Seven 650i SLI Motherboards Compared

MSI P6N SLI Platinum: Fully Loaded

Most of the boards in this comparison sacrifice either features or connectors in an attempt to keep cost reasonable, but what happens when a company wants to offer everything for a modest price increase ? MSI provides an answer in its P6N SLI Platinum.

Features Overview

Packing a mid-priced board with features isn’t likely to result in a "clean, efficient" design, but careful planning allowed MSI to fit the majority of these into logical locations. It’s not like the company added unwanted extra components : Instead, it kept all the expected features and connectors that other companies often remove to maintain low cost.

The first middle road taken by MSI is its four-phase voltage regulator, similar to those found in the ECS and Abit samples. By comparison, the P5N-E SLI has only three phases, while the Gigabyte provides six. Overclocking stability tests will prove this design’s ultimate worth.

Stepping above most of the competition is MSI’s selection of solid capacitors in all locations on this board, a move towards stability and longevity matched only by Gigabyte in this comparison.

Only six of the possible seven slot positions are useful, but the slot MSI eliminated would often be blocked by a graphics card cooler anyway. One PCI-Express x1 and three PCI slots take care of the majority of configuration needs, while the two PCI-Express x16 slots can be set to one x16 pathway or two x8 pathways via a selector card between them.
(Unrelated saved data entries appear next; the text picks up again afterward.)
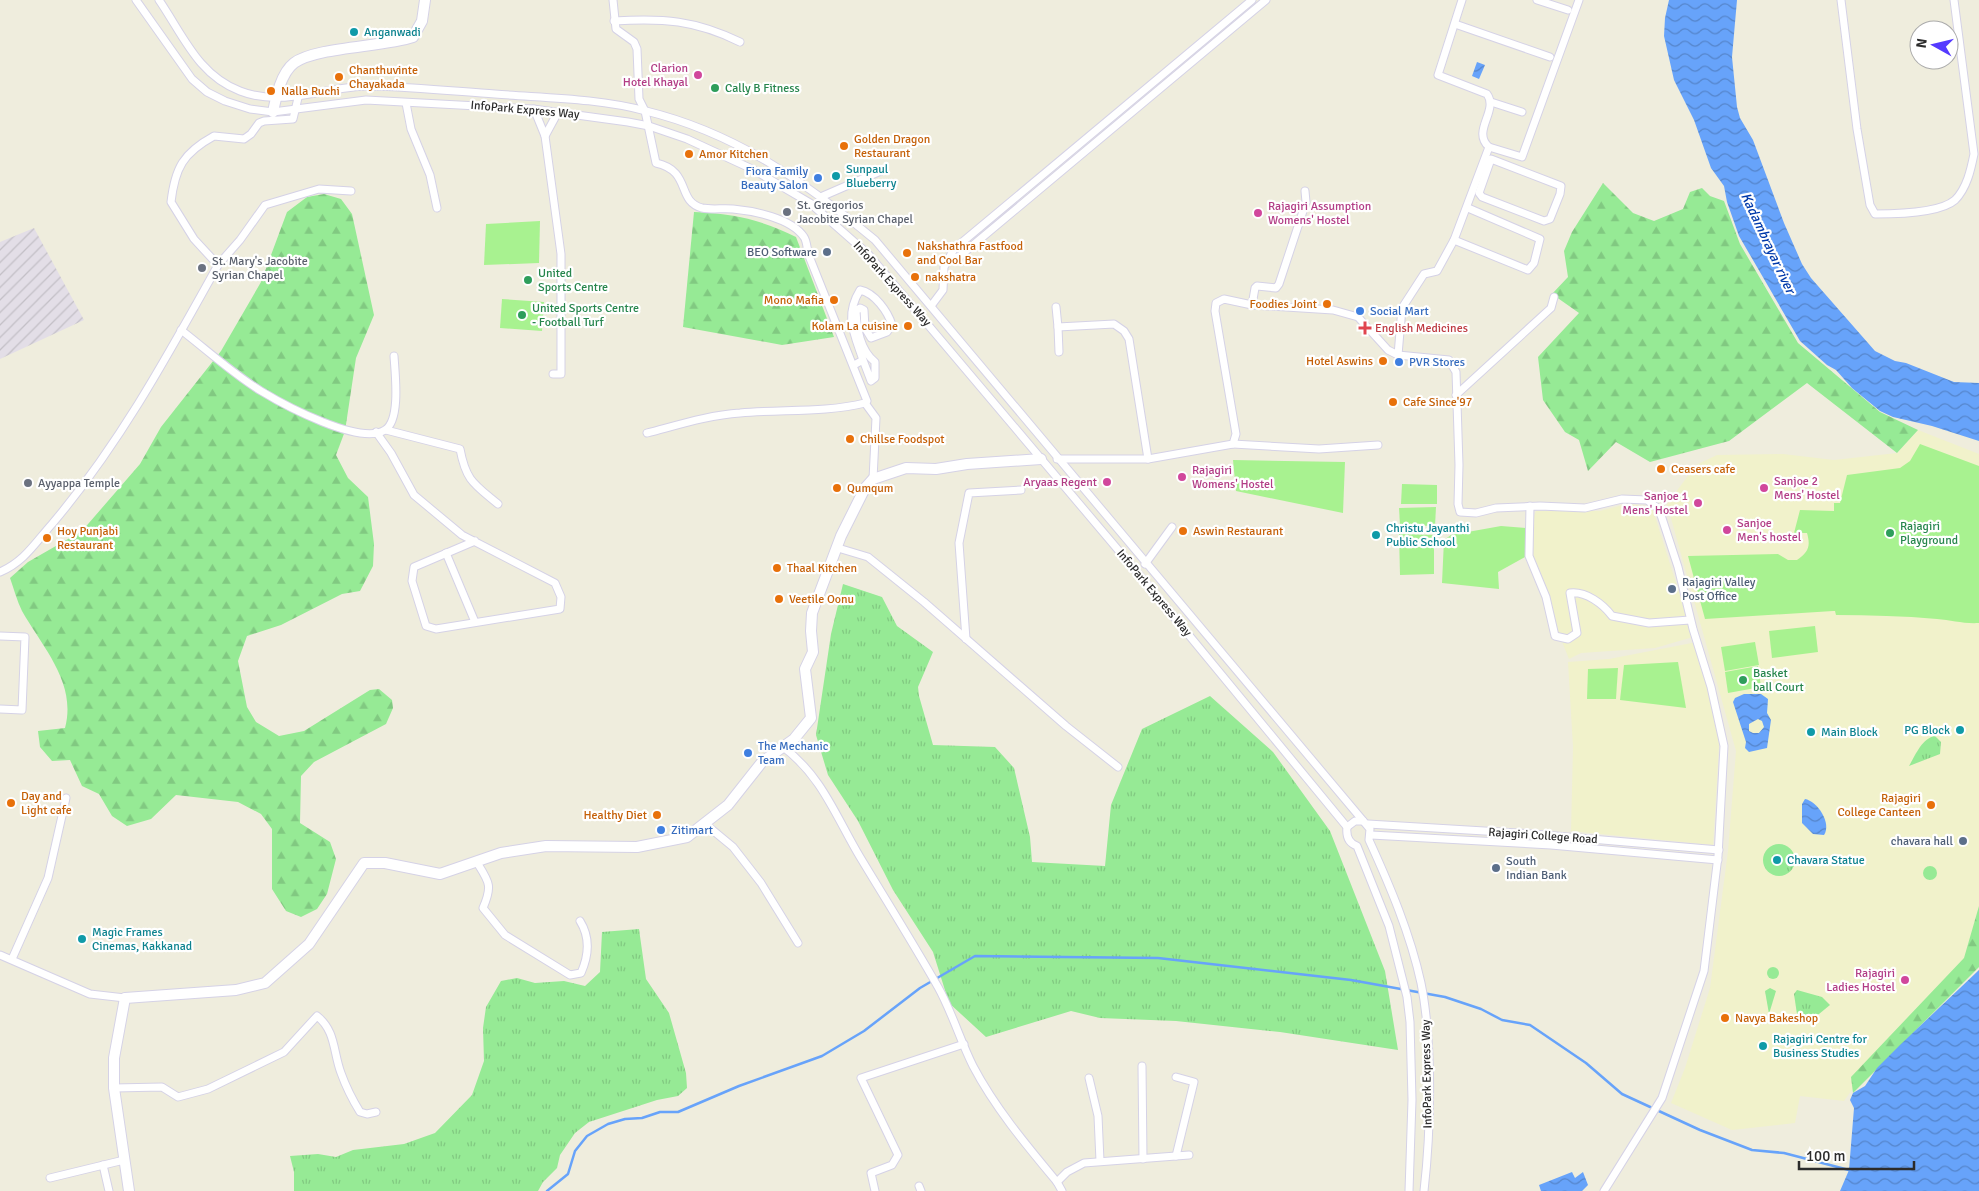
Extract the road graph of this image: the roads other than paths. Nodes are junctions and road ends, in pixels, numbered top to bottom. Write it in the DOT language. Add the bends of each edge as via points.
graph roads {
  1 [pos="136,0"];
  2 [pos="160,0"];
  3 [pos="425,0"];
  4 [pos="612,0"];
  5 [pos="1252,0"];
  6 [pos="1266,0"];
  7 [pos="1462,0"];
  8 [pos="1537,0"];
  9 [pos="1579,0"];
  10 [pos="1841,0"];
  11 [pos="1954,0"];
  12 [pos="1568,10"];
  13 [pos="614,20"];
  14 [pos="1455,24"];
  15 [pos="740,42"];
  16 [pos="1550,57"];
  17 [pos="276,97"];
  18 [pos="298,98"];
  19 [pos="1490,102"];
  20 [pos="406,103"];
  21 [pos="534,109"];
  22 [pos="296,110"];
  23 [pos="645,110"];
  24 [pos="273,112"];
  25 [pos="558,112"];
  26 [pos="1522,112"];
  27 [pos="649,126"];
  28 [pos="545,136"];
  29 [pos="1489,147"];
  30 [pos="1488,158"];
  31 [pos="883,170"];
  32 [pos="350,191"];
  33 [pos="1305,191"];
  34 [pos="823,196"];
  35 [pos="438,208"];
  36 [pos="1468,208"];
  37 [pos="1454,240"];
  38 [pos="950,259"];
  39 [pos="218,265"];
  40 [pos="1554,297"];
  41 [pos="1252,305"];
  42 [pos="930,306"];
  43 [pos="1056,307"];
  44 [pos="1058,327"];
  45 [pos="181,330"];
  46 [pos="1059,352"];
  47 [pos="1398,355"];
  48 [pos="394,356"];
  49 [pos="863,360"];
  50 [pos="854,365"];
  51 [pos="553,374"];
  52 [pos="1456,395"];
  53 [pos="865,404"];
  54 [pos="386,430"];
  55 [pos="376,432"];
  56 [pos="647,433"];
  57 [pos="1233,444"];
  58 [pos="1378,445"];
  59 [pos="1041,459"];
  60 [pos="1057,459"];
  61 [pos="1148,459"];
  62 [pos="873,479"];
  63 [pos="1021,490"];
  64 [pos="498,504"];
  65 [pos="1530,506"];
  66 [pos="1172,527"];
  67 [pos="474,541"];
  68 [pos="838,548"];
  69 [pos="446,553"];
  70 [pos="1145,564"];
  71 [pos="0,572"];
  72 [pos="1690,620"];
  73 [pos="475,622"];
  74 [pos="0,636"];
  75 [pos="966,639"];
  76 [pos="0,709"];
  77 [pos="782,748"];
  78 [pos="1118,767"];
  79 [pos="66,798"];
  80 [pos="704,823"];
  81 [pos="1365,823"];
  82 [pos="1347,827"];
  83 [pos="1371,834"];
  84 [pos="1719,850"];
  85 [pos="1718,860"];
  86 [pos="476,861"];
  87 [pos="580,921"];
  88 [pos="798,943"];
  89 [pos="0,955"];
  90 [pos="12,959"];
  91 [pos="124,998"];
  92 [pos="964,1044"];
  93 [pos="1142,1066"];
  94 [pos="1176,1077"];
  95 [pos="1089,1078"];
  96 [pos="114,1088"];
  97 [pos="376,1112"];
  98 [pos="1189,1155"];
  99 [pos="1176,1156"];
  100 [pos="1143,1159"];
  101 [pos="124,1160"];
  102 [pos="1100,1161"];
  103 [pos="102,1166"];
  104 [pos="50,1178"];
  105 [pos="1058,1182"];
  106 [pos="109,1191"];
  107 [pos="129,1191"];
  108 [pos="875,1191"];
  109 [pos="1062,1191"];
  110 [pos="1409,1191"];
  111 [pos="1424,1191"];
  112 [pos="1604,1191"];
  1 -- 24 [label="street, InfoPark Express Way" via="192,79 207,92 250,109"];
  2 -- 17 [label="street, InfoPark Express Way" via="204,68 218,82 254,96"];
  3 -- 17 [label="street" via="422,21 413,37 400,42 321,53 293,63"];
  4 -- 13 [label="street"];
  5 -- 38 [label="street" via="954,249"];
  6 -- 38 [label="street" via="960,256"];
  7 -- 14 [label="street"];
  8 -- 12 [label="street"];
  9 -- 29 [label="street" via="1522,157"];
  10 -- 11 [label="street" via="1870,205 1875,214 1901,214 1942,206 1954,200 1969,176 1974,154"];
  13 -- 15 [label="street" via="689,22"];
  13 -- 23 [label="street" via="616,29 634,42 637,49 639,99"];
  14 -- 16 [label="street"];
  14 -- 19 [label="street" via="1438,75 1487,94"];
  17 -- 18 [label="street, InfoPark Express Way"];
  17 -- 24 [label="street"];
  18 -- 22 [label="street"];
  18 -- 23 [label="street, InfoPark Express Way" via="369,86 581,100"];
  19 -- 26 [label="street"];
  19 -- 29 [label="street" via="1482,133"];
  20 -- 21 [label="street, InfoPark Express Way"];
  20 -- 22 [label="street, InfoPark Express Way" via="366,100"];
  20 -- 35 [label="street" via="411,129 430,176"];
  21 -- 25 [label="street, InfoPark Express Way"];
  21 -- 28 [label="street"];
  22 -- 24 [label="street, InfoPark Express Way"];
  22 -- 39 [label="street" via="291,120 259,122 244,139 214,136 182,160 171,202 194,239"];
  23 -- 27 [label="street"];
  23 -- 34 [label="street, InfoPark Express Way" via="721,138 786,171"];
  25 -- 27 [label="street, InfoPark Express Way"];
  25 -- 28 [label="street"];
  27 -- 50 [label="street" via="656,163 668,166 680,176 694,205 757,214 790,225 804,238"];
  27 -- 59 [label="street, InfoPark Express Way" via="752,169 810,203 868,255"];
  28 -- 51 [label="street" via="561,254 561,374"];
  29 -- 30 [label="street"];
  30 -- 30 [label="street" via="1561,186 1550,219 1544,221 1482,197 1479,193"];
  30 -- 36 [label="street"];
  31 -- 34 [label="street"];
  32 -- 39 [label="street" via="318,189 266,205"];
  33 -- 41 [label="street" via="1306,202 1279,284 1276,288 1257,286"];
  34 -- 42 [label="street, InfoPark Express Way" via="875,240"];
  36 -- 37 [label="street"];
  36 -- 37 [label="street" via="1540,239 1534,263 1528,270"];
  37 -- 47 [label="street" via="1437,271 1424,274 1402,308"];
  38 -- 42 [label="street" via="942,274 943,290"];
  39 -- 45 [label="street"];
  40 -- 52 [label="street" via="1551,308"];
  41 -- 47 [label="street" via="1333,310 1358,317 1388,350"];
  41 -- 57 [label="street" via="1224,300 1216,303 1236,434"];
  42 -- 60 [label="street, InfoPark Express Way"];
  43 -- 44 [label="street"];
  44 -- 46 [label="street"];
  44 -- 61 [label="street" via="1106,323 1124,331 1132,351"];
  45 -- 55 [label="street" via="260,390 331,426 371,434"];
  45 -- 71 [label="street" via="126,425 68,505 16,566"];
  47 -- 52 [label="street" via="1451,362 1456,372"];
  48 -- 54 [label="street" via="395,416"];
  49 -- 49 [label="street" via="851,319 860,290 866,291 888,313 892,325 888,332 871,338 865,328 864,310 856,311 864,352 875,362 875,378 871,380"];
  49 -- 50 [label="street"];
  50 -- 53 [label="street" via="867,400"];
  52 -- 65 [label="street" via="1460,512 1476,514 1496,508"];
  53 -- 56 [label="street" via="839,410 714,416"];
  53 -- 62 [label="street" via="876,418"];
  54 -- 55 [label="street"];
  54 -- 64 [label="street" via="460,449 464,471"];
  55 -- 67 [label="street" via="414,495 462,535"];
  57 -- 58 [label="street" via="1319,449"];
  57 -- 61 [label="street"];
  59 -- 62 [label="street" via="936,469 906,468"];
  59 -- 82 [label="street, InfoPark Express Way"];
  60 -- 61 [label="street"];
  60 -- 70 [label="street, InfoPark Express Way"];
  62 -- 68 [label="street" via="865,488"];
  63 -- 75 [label="street" via="969,493 959,543"];
  65 -- 72 [label="street" via="1585,508 1622,499 1647,500 1659,509 1678,567"];
  65 -- 72 [label="street" via="1529,556 1546,597 1555,636 1568,639 1577,633 1570,593 1579,592 1605,606 1612,616 1649,623"];
  66 -- 70 [label="street"];
  67 -- 69 [label="street"];
  67 -- 73 [label="street" via="555,583 561,597 560,608"];
  68 -- 75 [label="street" via="868,557"];
  68 -- 77 [label="street" via="812,613 814,652 805,669 811,718 794,740"];
  69 -- 73 [label="street"];
  69 -- 73 [label="street" via="414,567 412,581 426,626 436,629"];
  70 -- 81 [label="street, InfoPark Express Way"];
  72 -- 84 [label="street" via="1711,687 1724,746"];
  74 -- 76 [label="street" via="25,637 22,710"];
  75 -- 78 [label="street"];
  77 -- 80 [label="street" via="762,762 728,805"];
  77 -- 92 [label="street" via="809,770 823,790 855,850 938,987"];
  79 -- 90 [label="street" via="48,878"];
  80 -- 86 [label="street" via="687,837 647,846 546,846 501,853"];
  80 -- 88 [label="street" via="733,848 761,883"];
  81 -- 82 [label="street" via="1355,821"];
  81 -- 83 [label="street, InfoPark Express Way"];
  81 -- 84 [label="street, Rajagiri College Road"];
  82 -- 110 [label="street, InfoPark Express Way" via="1349,841 1358,846 1389,926 1407,997 1412,1109"];
  83 -- 85 [label="street, Rajagiri College Road" via="1552,845"];
  83 -- 111 [label="street, InfoPark Express Way" via="1369,840 1404,923 1421,982 1426,1018 1428,1106"];
  84 -- 85 [label="street"];
  85 -- 112 [label="street" via="1704,971 1662,1098"];
  86 -- 87 [label="street" via="490,884 483,908 505,935 570,975 581,972 584,966 588,944 586,930"];
  86 -- 91 [label="street" via="440,874 385,863 364,863 309,944 265,984 236,990"];
  89 -- 90 [label="street"];
  90 -- 91 [label="street" via="90,994"];
  91 -- 96 [label="street" via="114,1058"];
  92 -- 105 [label="street" via="989,1095"];
  92 -- 108 [label="street" via="862,1078 898,1155 892,1165 871,1173"];
  93 -- 100 [label="street"];
  94 -- 99 [label="street" via="1194,1082"];
  95 -- 102 [label="street" via="1098,1116"];
  96 -- 97 [label="street" via="162,1087 178,1097 208,1089 284,1052 318,1016 327,1024 340,1071 352,1099 360,1112"];
  96 -- 101 [label="street"];
  98 -- 99 [label="street"];
  99 -- 100 [label="street"];
  100 -- 102 [label="street"];
  101 -- 103 [label="street"];
  101 -- 107 [label="street"];
  102 -- 105 [label="street" via="1079,1165"];
  103 -- 104 [label="street"];
  103 -- 106 [label="street"];
  105 -- 109 [label="street"];
}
Both Ultra ATA connectors are located above the center of the P6N SLI Platinum’s leading edge for easy cable routing to upper drive bays, and four Serial ATA connectors are lined up just above the lower graphics card slot so as to fit between the oversized coolers of two large graphics cards. The 24-pin ATX power connector’s upper front edge location is also nearly ideal for use in traditional tower case designs.

Cable routing difficulties include a floppy and front panel cable connectors near the front and rear of the bottom edge and an 8-pin ATX12V header below the rear corner of the CPU cooler location. The floppy connector location is still a bit better than three of the other boards in this comparison, though the front panel audio connector’s extremely remote placement is matched by only one. The ATX12V connector might be easier to reach for cases that have the power supply beneath the board, but will force builders using traditional cases to rout the cable over or around the CPU cooler.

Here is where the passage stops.